Não há tempo a perder!
Em setembro, convidamos nossos leitores a refletir sobre o que nos conecta (Arte: Cynthia Gyuru/Revista Cult)

 

Lugar de fala é o espaço dos leitores no site da Cult. Todo mês, artigos enviados por eles são publicados de acordo com um tema. O de setembro de 2020 é “conexão”.


Eduardo se conectou à Raquel há quarenta anos, quando dois adolescentes se apaixonaram perdidamente. Amor instantâneo. Almas gêmeas. Casaram-se e tiveram filhos – duas meninas. Juraram amor eterno. Já que nada é eterno, nem o amor, Eduardo, sem se desconectar de Raquel, entrou em umas conexões furtivas por aí. Raquel sabia. Pressentia. Preferia não pensar. Olhos fechados – conselho de avó.
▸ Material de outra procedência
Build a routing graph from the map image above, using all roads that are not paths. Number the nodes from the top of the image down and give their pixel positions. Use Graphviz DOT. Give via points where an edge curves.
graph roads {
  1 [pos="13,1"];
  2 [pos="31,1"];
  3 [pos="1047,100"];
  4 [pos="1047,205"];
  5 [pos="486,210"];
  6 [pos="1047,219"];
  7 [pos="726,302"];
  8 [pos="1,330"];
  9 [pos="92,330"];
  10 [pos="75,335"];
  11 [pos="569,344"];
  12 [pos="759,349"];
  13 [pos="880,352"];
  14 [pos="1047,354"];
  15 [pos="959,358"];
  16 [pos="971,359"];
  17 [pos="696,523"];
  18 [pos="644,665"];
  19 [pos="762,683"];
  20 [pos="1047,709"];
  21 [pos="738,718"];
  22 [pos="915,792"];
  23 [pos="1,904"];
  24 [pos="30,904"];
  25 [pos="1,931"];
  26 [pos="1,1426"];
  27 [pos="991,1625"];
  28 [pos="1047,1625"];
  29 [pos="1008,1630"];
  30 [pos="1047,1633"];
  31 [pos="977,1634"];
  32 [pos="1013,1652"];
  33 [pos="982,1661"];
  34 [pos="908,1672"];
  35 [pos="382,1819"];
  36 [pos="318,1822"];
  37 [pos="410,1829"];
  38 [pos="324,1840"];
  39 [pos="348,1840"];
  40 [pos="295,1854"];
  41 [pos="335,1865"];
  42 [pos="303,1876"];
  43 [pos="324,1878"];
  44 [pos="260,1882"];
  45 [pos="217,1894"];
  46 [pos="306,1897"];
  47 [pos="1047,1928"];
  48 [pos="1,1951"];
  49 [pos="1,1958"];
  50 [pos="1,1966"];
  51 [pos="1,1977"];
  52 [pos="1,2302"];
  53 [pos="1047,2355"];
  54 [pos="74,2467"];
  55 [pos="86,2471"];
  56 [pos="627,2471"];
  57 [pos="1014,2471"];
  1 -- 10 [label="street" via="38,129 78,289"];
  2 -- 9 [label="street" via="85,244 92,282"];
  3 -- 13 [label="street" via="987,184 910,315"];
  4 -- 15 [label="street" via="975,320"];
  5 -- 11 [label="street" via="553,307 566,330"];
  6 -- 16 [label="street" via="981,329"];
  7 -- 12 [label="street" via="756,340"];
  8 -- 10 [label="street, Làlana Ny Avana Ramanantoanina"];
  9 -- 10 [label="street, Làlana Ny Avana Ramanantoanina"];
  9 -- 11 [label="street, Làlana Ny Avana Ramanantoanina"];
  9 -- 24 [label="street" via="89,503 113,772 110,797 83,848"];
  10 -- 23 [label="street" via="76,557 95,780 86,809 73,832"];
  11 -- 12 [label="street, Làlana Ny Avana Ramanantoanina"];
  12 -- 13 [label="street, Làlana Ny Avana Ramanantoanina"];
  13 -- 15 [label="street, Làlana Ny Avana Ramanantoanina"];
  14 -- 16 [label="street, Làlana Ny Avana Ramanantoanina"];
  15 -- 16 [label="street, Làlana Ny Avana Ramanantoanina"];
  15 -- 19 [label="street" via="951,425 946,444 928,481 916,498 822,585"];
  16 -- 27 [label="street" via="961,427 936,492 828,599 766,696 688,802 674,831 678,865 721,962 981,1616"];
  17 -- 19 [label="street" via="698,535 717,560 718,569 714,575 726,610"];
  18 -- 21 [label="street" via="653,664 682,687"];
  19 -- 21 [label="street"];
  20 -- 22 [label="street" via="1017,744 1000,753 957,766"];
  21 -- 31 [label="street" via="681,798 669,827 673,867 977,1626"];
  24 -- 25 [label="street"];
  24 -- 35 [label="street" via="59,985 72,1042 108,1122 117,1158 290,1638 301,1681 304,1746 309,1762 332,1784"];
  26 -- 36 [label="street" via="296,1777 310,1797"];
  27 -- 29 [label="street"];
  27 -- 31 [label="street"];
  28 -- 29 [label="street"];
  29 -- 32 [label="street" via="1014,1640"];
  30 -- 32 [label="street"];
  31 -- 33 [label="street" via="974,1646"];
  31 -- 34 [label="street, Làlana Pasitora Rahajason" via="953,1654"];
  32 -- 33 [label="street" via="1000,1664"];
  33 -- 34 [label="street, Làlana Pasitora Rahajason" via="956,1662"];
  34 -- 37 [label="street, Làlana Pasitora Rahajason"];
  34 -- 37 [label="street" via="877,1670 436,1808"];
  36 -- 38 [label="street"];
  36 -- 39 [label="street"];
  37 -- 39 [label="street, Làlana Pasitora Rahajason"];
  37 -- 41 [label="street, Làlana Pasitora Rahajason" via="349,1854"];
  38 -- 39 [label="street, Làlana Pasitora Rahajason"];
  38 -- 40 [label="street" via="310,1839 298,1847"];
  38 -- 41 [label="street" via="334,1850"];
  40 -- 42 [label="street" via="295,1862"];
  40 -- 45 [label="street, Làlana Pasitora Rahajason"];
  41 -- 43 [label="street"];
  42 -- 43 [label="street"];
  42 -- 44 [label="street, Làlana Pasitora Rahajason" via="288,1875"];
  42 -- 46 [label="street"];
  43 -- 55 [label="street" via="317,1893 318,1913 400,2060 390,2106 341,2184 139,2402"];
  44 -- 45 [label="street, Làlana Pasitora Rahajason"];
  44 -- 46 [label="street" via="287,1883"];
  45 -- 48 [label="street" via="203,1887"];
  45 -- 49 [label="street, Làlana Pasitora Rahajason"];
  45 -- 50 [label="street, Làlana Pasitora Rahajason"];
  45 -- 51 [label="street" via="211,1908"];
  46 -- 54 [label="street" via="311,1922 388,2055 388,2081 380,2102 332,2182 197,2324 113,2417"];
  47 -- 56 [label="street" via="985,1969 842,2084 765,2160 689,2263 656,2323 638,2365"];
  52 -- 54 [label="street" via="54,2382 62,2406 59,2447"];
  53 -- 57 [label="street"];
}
O casamento ia bem, até que uma terceira pessoa, extremamente suspeita, começou a se aproximar do casal: Priscila. Conectada a Rodrigo, parecia querer uma conexão paralela com Eduardo. Raquel percebeu. Impôs-se.  Deu avisos prévios. Erro gravíssimo: dar avisos prévios, no plural. Um só deveria bastar, antes da desconexão total.

Raquel e Eduardo continuavam aparentemente conectados e Priscila tentava romper essa conexão um tanto desconectada. E conseguiu. Rodrigo, que também se conectava furtivamente com outras mulheres, não aceitou. De Priscila, desconectou-se. Raquel, ariana teimosa, se manteve firme. Julgava ser uma conexão fugaz, sem força para prosseguir. Ledo engano. A cada dia, marido e mulher se desconectavam e marido e, agora, amante assumida, se conectavam cada vez mais. Até que Eduardo decidiu cortar a conexão oficial de vez. Desligou os cabos e sumiu da vida de Raquel.

Eduardo e Priscila em uma conexão fatal e Raquel desconectada de si e do mundo. Achou melhor não procurar outra rede. Conectar-se a outro homem? Nem pensar! A desconexão havia sido traumática, o que gerou uma aversão a uma nova conexão amorosa. Mas como é muito difícil viver desconectada de tudo, Raquel se conectou aos amigos e ao mundo. Expôs-se, saiu, dançou, viajou, namorou – conexões fugazes, sem contrato prolongado – estudou, escreveu, publicou e hoje está conectada ao universo através da arte. Eduardo e Priscila se desconectaram após alguns meses. Conexões em alta velocidade podem se desfazer em minutos.

Hoje, Eduardo não se conecta a ninguém, nem a nada. Vive recluso, deprimido e arrependido. Sua conexão estável, que deveria ter sido eterna, lhe faz falta. Raquel não se conectou a outro amor e vive a vida como se a rede fosse cair a qualquer momento. Não há tempo a perder!

 

Déa Lucia Araujo de Castro, 59, é de Juiz de Fora, Minas Gerais. Dentista aposentada, atualmente cursa Letras na UFJF. Começou a escrever e divulgar seu trabalho durante a quarentena.